WHAT YOU SHOULD DO: From the entries below, copy every line holding the word "Chemin".
** MATERIAL FOR THIS TASK follows **
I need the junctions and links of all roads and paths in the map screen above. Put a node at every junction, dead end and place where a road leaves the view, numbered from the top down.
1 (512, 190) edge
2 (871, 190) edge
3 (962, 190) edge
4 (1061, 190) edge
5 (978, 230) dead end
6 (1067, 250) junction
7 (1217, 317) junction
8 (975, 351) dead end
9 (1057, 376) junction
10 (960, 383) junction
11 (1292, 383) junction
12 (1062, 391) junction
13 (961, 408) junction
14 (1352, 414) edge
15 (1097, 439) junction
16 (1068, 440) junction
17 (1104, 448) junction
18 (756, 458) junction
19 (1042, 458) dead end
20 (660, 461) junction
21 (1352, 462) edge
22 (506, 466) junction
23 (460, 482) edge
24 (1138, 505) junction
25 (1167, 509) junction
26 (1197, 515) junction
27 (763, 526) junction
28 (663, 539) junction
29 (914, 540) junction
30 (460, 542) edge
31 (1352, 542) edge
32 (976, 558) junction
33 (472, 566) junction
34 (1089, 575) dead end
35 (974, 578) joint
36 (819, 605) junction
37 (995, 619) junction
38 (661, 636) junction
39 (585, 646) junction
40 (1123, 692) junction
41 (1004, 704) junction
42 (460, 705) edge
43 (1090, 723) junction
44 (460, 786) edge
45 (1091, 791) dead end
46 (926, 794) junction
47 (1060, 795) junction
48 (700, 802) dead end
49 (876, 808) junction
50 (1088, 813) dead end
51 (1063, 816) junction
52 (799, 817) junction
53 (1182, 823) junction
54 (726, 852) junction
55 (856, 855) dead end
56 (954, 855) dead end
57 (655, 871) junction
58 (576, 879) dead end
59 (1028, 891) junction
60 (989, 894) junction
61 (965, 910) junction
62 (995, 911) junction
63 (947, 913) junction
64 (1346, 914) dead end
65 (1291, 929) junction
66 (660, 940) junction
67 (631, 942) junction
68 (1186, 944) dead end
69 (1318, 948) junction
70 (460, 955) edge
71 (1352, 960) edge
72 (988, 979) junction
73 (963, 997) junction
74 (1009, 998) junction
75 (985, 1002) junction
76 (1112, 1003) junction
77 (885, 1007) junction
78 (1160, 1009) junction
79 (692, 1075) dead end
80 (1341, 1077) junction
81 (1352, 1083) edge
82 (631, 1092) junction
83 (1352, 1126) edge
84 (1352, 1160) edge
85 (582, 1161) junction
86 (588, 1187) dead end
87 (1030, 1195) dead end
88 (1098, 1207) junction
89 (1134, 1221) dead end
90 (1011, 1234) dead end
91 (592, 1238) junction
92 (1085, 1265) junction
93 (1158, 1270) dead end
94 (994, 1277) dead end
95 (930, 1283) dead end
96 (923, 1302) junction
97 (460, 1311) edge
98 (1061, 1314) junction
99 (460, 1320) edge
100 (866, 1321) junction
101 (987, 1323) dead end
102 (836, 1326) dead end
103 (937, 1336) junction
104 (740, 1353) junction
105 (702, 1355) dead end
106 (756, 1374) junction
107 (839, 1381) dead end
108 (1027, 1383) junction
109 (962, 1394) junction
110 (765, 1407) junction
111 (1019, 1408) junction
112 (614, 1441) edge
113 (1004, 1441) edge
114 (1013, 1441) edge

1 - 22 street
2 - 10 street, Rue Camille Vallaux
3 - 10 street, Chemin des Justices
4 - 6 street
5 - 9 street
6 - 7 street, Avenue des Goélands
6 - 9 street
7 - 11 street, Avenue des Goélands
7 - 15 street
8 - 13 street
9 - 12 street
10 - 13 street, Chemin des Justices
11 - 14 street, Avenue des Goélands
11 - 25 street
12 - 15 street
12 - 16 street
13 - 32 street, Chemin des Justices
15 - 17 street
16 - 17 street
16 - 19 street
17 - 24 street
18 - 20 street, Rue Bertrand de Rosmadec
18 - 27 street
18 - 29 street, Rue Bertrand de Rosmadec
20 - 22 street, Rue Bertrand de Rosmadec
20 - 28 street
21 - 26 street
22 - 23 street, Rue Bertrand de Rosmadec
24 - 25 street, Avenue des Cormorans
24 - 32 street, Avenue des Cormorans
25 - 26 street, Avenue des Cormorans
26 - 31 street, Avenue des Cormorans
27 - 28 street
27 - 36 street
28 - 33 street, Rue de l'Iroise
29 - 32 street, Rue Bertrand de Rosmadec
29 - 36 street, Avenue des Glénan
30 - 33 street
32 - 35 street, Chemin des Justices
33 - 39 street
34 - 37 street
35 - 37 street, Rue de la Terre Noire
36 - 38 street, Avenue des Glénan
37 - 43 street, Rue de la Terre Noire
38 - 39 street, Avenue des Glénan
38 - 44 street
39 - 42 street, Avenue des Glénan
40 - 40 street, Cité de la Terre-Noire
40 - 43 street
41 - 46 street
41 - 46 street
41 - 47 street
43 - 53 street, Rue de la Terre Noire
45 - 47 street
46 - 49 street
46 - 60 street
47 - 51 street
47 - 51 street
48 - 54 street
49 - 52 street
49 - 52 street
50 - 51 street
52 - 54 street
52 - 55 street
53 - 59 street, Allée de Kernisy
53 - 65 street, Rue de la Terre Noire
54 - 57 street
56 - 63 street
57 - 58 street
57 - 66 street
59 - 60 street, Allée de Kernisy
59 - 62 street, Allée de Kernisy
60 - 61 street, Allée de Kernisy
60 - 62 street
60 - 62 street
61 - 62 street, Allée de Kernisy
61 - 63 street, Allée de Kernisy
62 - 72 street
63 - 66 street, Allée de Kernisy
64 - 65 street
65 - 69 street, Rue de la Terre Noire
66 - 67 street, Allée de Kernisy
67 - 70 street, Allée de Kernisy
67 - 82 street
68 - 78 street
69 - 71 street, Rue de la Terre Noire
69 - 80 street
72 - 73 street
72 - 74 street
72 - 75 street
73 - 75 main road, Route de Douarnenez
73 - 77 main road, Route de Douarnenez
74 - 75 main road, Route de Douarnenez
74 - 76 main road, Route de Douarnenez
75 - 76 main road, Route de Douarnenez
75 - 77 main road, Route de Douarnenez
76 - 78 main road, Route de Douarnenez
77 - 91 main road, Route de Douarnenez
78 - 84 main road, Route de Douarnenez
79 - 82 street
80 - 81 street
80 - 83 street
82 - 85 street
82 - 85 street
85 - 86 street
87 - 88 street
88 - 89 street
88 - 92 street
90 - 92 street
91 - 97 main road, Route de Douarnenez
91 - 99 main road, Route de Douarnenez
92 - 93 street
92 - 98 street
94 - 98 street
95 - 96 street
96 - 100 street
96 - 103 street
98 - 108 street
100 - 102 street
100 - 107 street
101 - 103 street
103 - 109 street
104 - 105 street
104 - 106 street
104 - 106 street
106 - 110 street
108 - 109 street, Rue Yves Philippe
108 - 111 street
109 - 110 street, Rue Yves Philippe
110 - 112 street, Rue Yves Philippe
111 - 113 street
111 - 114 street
** End of MATERIAL FOR THIS TASK **
ANSWER TO THIS PROBLEM:
3 - 10 street, Chemin des Justices
10 - 13 street, Chemin des Justices
13 - 32 street, Chemin des Justices
32 - 35 street, Chemin des Justices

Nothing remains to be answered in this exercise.